START DATA EXCERPTS

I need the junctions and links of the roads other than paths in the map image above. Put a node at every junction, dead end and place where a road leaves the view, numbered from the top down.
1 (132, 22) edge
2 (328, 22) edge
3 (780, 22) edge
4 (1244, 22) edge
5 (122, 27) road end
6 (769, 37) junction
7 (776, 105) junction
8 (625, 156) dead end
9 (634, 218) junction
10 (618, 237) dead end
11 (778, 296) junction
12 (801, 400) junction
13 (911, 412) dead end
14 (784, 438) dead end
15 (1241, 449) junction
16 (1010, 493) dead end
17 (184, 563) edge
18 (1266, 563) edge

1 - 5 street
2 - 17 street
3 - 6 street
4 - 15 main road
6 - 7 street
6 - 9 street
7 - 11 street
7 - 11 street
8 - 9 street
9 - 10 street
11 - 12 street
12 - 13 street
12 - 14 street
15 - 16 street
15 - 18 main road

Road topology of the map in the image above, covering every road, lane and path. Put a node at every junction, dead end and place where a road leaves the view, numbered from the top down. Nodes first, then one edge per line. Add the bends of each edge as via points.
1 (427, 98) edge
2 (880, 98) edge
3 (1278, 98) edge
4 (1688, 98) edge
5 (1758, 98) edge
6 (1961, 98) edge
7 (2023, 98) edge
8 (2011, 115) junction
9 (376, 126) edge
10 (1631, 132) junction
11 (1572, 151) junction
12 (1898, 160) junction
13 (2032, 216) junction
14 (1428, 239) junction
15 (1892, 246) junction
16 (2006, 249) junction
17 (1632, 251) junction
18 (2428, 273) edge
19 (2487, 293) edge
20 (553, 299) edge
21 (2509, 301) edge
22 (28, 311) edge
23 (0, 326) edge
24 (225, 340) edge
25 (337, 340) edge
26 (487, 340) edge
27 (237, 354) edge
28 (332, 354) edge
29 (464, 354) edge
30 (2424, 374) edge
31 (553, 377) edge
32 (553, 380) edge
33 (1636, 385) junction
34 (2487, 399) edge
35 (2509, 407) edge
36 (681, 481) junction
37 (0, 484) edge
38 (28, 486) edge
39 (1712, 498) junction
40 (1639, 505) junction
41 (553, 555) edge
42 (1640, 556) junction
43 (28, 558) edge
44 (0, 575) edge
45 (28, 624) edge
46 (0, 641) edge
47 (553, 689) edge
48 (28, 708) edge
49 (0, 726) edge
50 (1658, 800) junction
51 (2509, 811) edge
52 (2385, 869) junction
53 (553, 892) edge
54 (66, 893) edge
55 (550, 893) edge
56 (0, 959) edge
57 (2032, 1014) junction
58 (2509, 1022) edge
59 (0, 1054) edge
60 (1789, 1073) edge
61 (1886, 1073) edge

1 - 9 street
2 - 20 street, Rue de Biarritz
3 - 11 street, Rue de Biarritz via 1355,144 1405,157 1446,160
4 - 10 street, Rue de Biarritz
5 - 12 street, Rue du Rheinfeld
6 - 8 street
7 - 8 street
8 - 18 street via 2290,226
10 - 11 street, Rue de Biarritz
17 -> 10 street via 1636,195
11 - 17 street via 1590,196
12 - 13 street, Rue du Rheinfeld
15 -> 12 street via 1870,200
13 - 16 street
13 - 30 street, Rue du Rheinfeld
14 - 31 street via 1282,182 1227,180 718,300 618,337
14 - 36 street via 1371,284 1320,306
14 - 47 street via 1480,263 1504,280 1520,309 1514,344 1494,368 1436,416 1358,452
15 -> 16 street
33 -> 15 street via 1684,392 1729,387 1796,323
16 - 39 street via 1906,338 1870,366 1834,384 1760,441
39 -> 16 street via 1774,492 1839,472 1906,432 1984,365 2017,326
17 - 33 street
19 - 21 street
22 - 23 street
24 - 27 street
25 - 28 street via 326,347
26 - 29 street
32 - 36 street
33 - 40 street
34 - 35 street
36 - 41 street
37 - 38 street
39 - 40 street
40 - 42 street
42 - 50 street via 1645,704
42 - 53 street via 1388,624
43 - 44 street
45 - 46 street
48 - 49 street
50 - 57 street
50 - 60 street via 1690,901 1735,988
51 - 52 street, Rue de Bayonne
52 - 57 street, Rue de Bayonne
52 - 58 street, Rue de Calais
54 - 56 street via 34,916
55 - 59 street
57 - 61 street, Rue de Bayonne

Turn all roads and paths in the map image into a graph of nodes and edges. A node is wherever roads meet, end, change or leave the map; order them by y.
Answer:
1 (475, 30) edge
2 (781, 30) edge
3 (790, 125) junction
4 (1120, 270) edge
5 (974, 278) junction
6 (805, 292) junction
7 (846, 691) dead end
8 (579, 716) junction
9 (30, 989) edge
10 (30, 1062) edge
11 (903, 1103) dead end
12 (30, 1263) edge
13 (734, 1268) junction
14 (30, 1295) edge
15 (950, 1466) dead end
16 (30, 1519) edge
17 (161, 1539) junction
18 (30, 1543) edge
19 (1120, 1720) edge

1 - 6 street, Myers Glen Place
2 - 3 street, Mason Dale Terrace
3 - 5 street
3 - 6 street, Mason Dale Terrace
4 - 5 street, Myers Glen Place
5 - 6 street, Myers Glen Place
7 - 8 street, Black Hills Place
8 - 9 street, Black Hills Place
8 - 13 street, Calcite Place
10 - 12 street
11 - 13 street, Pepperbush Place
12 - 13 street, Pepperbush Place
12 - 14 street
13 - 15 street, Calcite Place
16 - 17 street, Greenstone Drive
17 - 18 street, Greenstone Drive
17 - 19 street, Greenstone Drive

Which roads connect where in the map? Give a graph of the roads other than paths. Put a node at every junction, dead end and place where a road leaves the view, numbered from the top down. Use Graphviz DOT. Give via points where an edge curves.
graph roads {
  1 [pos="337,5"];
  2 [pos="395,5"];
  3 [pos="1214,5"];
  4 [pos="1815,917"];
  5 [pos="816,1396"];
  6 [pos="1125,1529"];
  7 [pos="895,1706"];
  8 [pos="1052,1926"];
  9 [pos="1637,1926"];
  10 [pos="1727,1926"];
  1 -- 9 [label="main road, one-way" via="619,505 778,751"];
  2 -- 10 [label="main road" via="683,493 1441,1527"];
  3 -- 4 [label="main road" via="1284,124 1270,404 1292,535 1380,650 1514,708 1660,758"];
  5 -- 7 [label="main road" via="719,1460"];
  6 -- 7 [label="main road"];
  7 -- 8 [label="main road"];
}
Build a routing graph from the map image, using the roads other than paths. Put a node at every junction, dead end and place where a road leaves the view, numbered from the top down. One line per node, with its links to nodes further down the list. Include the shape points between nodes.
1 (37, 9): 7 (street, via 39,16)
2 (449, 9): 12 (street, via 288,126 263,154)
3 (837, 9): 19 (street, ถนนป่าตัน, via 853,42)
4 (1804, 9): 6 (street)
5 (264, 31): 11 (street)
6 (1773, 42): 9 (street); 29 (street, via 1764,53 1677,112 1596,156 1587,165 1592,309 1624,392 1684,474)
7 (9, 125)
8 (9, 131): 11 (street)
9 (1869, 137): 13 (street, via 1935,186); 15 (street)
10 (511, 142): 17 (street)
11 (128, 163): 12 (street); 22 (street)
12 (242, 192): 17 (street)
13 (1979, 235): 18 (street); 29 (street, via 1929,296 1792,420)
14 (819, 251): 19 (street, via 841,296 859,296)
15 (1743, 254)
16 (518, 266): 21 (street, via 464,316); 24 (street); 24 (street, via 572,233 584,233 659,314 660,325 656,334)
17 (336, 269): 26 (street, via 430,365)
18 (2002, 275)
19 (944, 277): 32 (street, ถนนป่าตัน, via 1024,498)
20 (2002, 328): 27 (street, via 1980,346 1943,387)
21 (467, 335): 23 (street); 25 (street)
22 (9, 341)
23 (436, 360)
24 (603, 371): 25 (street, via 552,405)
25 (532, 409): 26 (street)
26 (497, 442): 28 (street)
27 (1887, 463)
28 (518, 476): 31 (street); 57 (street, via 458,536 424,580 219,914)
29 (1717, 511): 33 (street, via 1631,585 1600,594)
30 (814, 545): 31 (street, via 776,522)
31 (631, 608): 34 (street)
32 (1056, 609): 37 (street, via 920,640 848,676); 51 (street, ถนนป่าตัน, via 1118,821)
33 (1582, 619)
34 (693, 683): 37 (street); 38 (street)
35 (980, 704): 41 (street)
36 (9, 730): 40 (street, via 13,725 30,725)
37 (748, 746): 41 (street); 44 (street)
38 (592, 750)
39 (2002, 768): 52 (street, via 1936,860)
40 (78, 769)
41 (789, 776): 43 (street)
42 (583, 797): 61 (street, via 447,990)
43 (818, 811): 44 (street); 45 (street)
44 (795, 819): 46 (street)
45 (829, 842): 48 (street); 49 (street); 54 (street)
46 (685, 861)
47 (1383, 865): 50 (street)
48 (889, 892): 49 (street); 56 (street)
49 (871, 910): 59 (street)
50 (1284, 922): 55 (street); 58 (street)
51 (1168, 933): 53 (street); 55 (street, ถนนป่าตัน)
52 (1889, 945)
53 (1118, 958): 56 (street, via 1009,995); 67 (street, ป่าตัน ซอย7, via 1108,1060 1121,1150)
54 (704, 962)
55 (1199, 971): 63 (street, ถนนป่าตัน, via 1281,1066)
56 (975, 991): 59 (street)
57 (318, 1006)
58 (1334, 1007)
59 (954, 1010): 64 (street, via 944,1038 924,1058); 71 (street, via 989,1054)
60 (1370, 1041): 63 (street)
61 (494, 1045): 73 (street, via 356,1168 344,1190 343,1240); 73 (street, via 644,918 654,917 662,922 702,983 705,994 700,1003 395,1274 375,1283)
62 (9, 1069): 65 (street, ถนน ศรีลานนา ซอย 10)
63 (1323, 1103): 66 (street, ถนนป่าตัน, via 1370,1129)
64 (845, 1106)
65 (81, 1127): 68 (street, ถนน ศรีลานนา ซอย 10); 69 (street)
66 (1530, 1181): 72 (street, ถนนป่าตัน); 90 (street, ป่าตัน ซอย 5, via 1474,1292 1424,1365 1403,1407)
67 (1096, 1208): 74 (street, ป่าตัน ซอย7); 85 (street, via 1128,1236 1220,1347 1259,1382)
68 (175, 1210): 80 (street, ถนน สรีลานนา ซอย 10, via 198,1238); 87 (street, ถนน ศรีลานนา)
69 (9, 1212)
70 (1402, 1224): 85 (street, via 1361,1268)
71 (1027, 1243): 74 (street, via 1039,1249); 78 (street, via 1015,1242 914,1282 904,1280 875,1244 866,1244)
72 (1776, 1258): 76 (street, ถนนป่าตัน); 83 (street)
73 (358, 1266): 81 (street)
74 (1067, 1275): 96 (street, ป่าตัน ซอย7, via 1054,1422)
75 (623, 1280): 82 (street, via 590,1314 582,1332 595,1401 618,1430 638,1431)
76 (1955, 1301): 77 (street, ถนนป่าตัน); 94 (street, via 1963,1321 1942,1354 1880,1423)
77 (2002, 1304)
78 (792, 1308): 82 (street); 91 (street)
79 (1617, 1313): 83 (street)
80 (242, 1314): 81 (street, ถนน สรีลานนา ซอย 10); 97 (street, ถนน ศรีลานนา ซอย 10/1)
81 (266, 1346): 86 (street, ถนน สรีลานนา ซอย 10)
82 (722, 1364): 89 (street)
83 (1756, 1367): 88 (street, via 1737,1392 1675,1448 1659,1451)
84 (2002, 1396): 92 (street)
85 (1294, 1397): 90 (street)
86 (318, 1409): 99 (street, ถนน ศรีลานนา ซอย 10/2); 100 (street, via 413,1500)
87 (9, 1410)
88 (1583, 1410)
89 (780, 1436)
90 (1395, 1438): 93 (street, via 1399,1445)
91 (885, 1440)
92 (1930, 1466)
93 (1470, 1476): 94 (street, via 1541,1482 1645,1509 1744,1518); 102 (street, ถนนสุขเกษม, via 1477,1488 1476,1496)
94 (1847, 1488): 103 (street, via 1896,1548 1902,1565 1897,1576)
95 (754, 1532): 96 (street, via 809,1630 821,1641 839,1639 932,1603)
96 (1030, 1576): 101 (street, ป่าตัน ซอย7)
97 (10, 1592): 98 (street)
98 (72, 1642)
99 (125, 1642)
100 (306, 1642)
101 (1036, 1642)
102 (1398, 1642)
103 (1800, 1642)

END DATA EXCERPTS

● **AIM OF THE TASK**
If a line in the data above contains the string "Bayonne", count it; then state only the total.

● **COMPLETED TASK**
3